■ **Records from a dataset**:
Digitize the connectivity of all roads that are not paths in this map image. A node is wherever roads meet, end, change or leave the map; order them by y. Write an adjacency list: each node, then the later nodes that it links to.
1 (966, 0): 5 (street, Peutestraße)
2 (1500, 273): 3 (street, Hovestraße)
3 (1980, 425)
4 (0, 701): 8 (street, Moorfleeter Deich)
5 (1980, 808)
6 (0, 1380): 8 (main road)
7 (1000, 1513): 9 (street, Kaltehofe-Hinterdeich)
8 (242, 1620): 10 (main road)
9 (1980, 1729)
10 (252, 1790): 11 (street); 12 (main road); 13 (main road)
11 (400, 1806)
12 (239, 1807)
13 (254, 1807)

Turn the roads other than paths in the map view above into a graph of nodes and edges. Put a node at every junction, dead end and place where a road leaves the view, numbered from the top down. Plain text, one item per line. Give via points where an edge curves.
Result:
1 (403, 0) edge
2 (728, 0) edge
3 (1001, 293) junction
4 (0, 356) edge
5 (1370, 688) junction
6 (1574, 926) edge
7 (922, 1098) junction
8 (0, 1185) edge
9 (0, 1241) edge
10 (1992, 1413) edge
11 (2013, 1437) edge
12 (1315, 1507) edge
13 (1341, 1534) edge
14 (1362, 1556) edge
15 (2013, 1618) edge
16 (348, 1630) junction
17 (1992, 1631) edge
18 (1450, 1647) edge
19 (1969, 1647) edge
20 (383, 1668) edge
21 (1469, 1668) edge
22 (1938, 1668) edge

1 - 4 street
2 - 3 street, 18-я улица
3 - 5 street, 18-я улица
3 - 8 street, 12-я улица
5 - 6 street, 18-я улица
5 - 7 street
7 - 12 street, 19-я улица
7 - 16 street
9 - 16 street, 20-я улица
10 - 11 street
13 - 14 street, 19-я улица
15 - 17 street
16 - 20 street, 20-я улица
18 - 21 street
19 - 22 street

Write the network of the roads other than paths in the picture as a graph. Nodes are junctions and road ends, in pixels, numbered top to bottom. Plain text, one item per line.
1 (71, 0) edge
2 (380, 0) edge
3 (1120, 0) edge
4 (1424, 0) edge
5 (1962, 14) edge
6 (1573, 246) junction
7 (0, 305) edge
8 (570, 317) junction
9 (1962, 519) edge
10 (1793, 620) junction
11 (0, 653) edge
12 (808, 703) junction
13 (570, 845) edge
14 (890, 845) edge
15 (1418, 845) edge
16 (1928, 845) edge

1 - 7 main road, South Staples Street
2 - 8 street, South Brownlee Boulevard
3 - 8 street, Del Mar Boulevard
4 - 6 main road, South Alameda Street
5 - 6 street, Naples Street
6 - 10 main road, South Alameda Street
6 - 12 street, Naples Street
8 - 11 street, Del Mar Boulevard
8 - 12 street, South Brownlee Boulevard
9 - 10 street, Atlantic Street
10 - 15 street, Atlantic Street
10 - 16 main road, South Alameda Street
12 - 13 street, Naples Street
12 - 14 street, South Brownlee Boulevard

■ **Work order**: The records above should be transcribed in full, with no differences.

■ **Response box**:
Digitize the connectivity of all roads that are not paths in this map image. A node is wherever roads meet, end, change or leave the map; order them by y. Write an adjacency list: each node, then the later nodes that it links to.
1 (966, 0): 5 (street, Peutestraße)
2 (1500, 273): 3 (street, Hovestraße)
3 (1980, 425)
4 (0, 701): 8 (street, Moorfleeter Deich)
5 (1980, 808)
6 (0, 1380): 8 (main road)
7 (1000, 1513): 9 (street, Kaltehofe-Hinterdeich)
8 (242, 1620): 10 (main road)
9 (1980, 1729)
10 (252, 1790): 11 (street); 12 (main road); 13 (main road)
11 (400, 1806)
12 (239, 1807)
13 (254, 1807)

Turn the roads other than paths in the map view above into a graph of nodes and edges. Put a node at every junction, dead end and place where a road leaves the view, numbered from the top down. Plain text, one item per line. Give via points where an edge curves.
Result:
1 (403, 0) edge
2 (728, 0) edge
3 (1001, 293) junction
4 (0, 356) edge
5 (1370, 688) junction
6 (1574, 926) edge
7 (922, 1098) junction
8 (0, 1185) edge
9 (0, 1241) edge
10 (1992, 1413) edge
11 (2013, 1437) edge
12 (1315, 1507) edge
13 (1341, 1534) edge
14 (1362, 1556) edge
15 (2013, 1618) edge
16 (348, 1630) junction
17 (1992, 1631) edge
18 (1450, 1647) edge
19 (1969, 1647) edge
20 (383, 1668) edge
21 (1469, 1668) edge
22 (1938, 1668) edge

1 - 4 street
2 - 3 street, 18-я улица
3 - 5 street, 18-я улица
3 - 8 street, 12-я улица
5 - 6 street, 18-я улица
5 - 7 street
7 - 12 street, 19-я улица
7 - 16 street
9 - 16 street, 20-я улица
10 - 11 street
13 - 14 street, 19-я улица
15 - 17 street
16 - 20 street, 20-я улица
18 - 21 street
19 - 22 street

Write the network of the roads other than paths in the picture as a graph. Nodes are junctions and road ends, in pixels, numbered top to bottom. Plain text, one item per line.
1 (71, 0) edge
2 (380, 0) edge
3 (1120, 0) edge
4 (1424, 0) edge
5 (1962, 14) edge
6 (1573, 246) junction
7 (0, 305) edge
8 (570, 317) junction
9 (1962, 519) edge
10 (1793, 620) junction
11 (0, 653) edge
12 (808, 703) junction
13 (570, 845) edge
14 (890, 845) edge
15 (1418, 845) edge
16 (1928, 845) edge

1 - 7 main road, South Staples Street
2 - 8 street, South Brownlee Boulevard
3 - 8 street, Del Mar Boulevard
4 - 6 main road, South Alameda Street
5 - 6 street, Naples Street
6 - 10 main road, South Alameda Street
6 - 12 street, Naples Street
8 - 11 street, Del Mar Boulevard
8 - 12 street, South Brownlee Boulevard
9 - 10 street, Atlantic Street
10 - 15 street, Atlantic Street
10 - 16 main road, South Alameda Street
12 - 13 street, Naples Street
12 - 14 street, South Brownlee Boulevard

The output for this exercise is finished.